Here is the question and my understanding. Within the guest OS, as it's still a full-fledged OS, I assume it still has all mechanisms handling virtual memory. It sees some virtualized physical memory provided by QEMU. By virtualized physical memory I mean the guest OS doesn't know it is in a VM, and still works as it would on a real physical machine, but what it has are indeed an abstraction given by QEMU. So even if a page frame is allocated to it, if that's not in guest's page table, the guest OS will still trigger a page fault and then map some page to the frame. What's worse, there may be a double page fault, where the guest first allocate some page frames upon page fault, which triggers page fault at host OS.

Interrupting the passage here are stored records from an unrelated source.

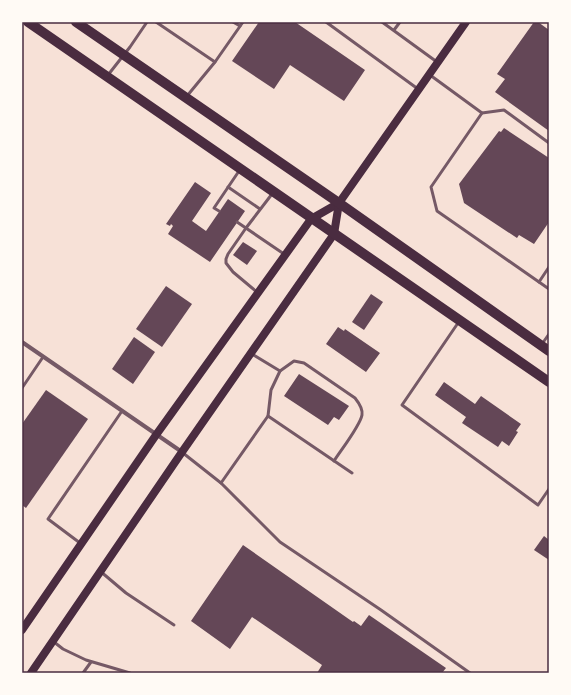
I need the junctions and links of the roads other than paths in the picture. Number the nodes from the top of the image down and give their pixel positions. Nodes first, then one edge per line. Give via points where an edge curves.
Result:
1 (28, 22) edge
2 (76, 22) edge
3 (147, 22) edge
4 (156, 22) edge
5 (233, 22) edge
6 (242, 22) edge
7 (326, 22) edge
8 (382, 22) edge
9 (400, 22) edge
10 (466, 22) edge
11 (240, 26) junction
12 (394, 30) junction
13 (124, 56) junction
14 (215, 62) junction
15 (437, 62) junction
16 (429, 74) junction
17 (106, 76) junction
18 (418, 89) junction
19 (185, 97) junction
20 (482, 113) junction
21 (549, 143) edge
22 (240, 169) junction
23 (228, 186) junction
24 (273, 192) junction
25 (339, 203) junction
26 (260, 209) junction
27 (219, 211) dead end
28 (311, 218) junction
29 (237, 222) dead end
30 (246, 228) junction
31 (334, 234) junction
32 (285, 255) junction
33 (549, 267) edge
34 (539, 282) junction
35 (549, 289) edge
36 (258, 293) junction
37 (460, 321) junction
38 (549, 334) edge
39 (22, 342) edge
40 (545, 348) edge
41 (252, 354) junction
42 (43, 357) junction
43 (280, 371) junction
44 (549, 382) edge
45 (22, 388) edge
46 (122, 411) junction
47 (268, 416) junction
48 (156, 435) junction
49 (182, 452) junction
50 (334, 461) junction
51 (352, 473) dead end
52 (221, 483) junction
53 (549, 489) edge
54 (81, 544) junction
55 (100, 572) junction
56 (174, 625) dead end
57 (22, 630) edge
58 (53, 641) junction
59 (91, 662) junction
60 (31, 673) edge
61 (83, 673) edge
62 (130, 673) edge
63 (470, 673) edge

1 - 17 main road
2 - 13 main road
3 - 13 lane
4 - 14 lane
5 - 11 lane
6 - 11 lane
7 - 18 lane
8 - 12 lane
9 - 12 lane
10 - 15 main road
11 - 14 lane
12 - 15 lane
13 - 17 lane
13 - 19 main road
14 - 19 lane
15 - 16 main road
16 - 18 main road
16 - 20 lane
17 - 22 main road
18 - 25 main road
19 - 25 main road
20 - 21 lane via 504,110
20 - 34 lane via 431,187 437,211
22 - 23 lane
22 - 24 main road
23 - 26 lane
23 - 27 lane via 214,208
24 - 26 lane
24 - 28 main road
25 - 28 main road
25 - 31 main road
25 - 40 main road
26 - 30 lane
28 - 31 main road
28 - 32 main road
29 - 30 lane
30 - 32 lane
30 - 36 lane via 228,254 226,263 232,272
31 - 37 main road
31 - 41 main road
32 - 36 main road
33 - 34 lane
34 - 35 lane
36 - 48 main road
37 - 44 main road
37 - 53 lane via 402,405 538,505
38 - 40 lane
39 - 42 street
41 - 43 lane
41 - 49 main road
42 - 45 lane
42 - 46 street
43 - 47 lane via 271,390
43 - 50 lane via 294,361 304,363 355,398 360,405 362,414 359,423
46 - 48 street
46 - 54 lane via 48,519
47 - 50 lane
47 - 52 lane
48 - 49 street
48 - 54 main road
49 - 52 lane
49 - 55 main road
50 - 51 lane
52 - 63 lane via 280,542
54 - 57 main road
55 - 56 lane
55 - 58 main road
58 - 59 lane via 63,649
58 - 60 main road
59 - 61 lane
59 - 62 lane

However, I also heard something like shallow (or shadow) page table which seems could optimize this unnecessary double page fault and double page table issue. I also looked at some other kernel implementation, specifically unikernels, e.g., OSv, IncludeOS, etc. I didn't find anything related to page fault and page table mechanisms. I did see some symbols like page_fault_handler
but not as huge as what I saw in Linux kernel code. It seems memory management is not a big deal in these unikernel implementations. So I assume QEMU/KVM and some Intel's virtualization technologies have already handled that.
Any ideas in this topic? Or if you have some good references/papers/resources to this problem, or some hints would be very helpful.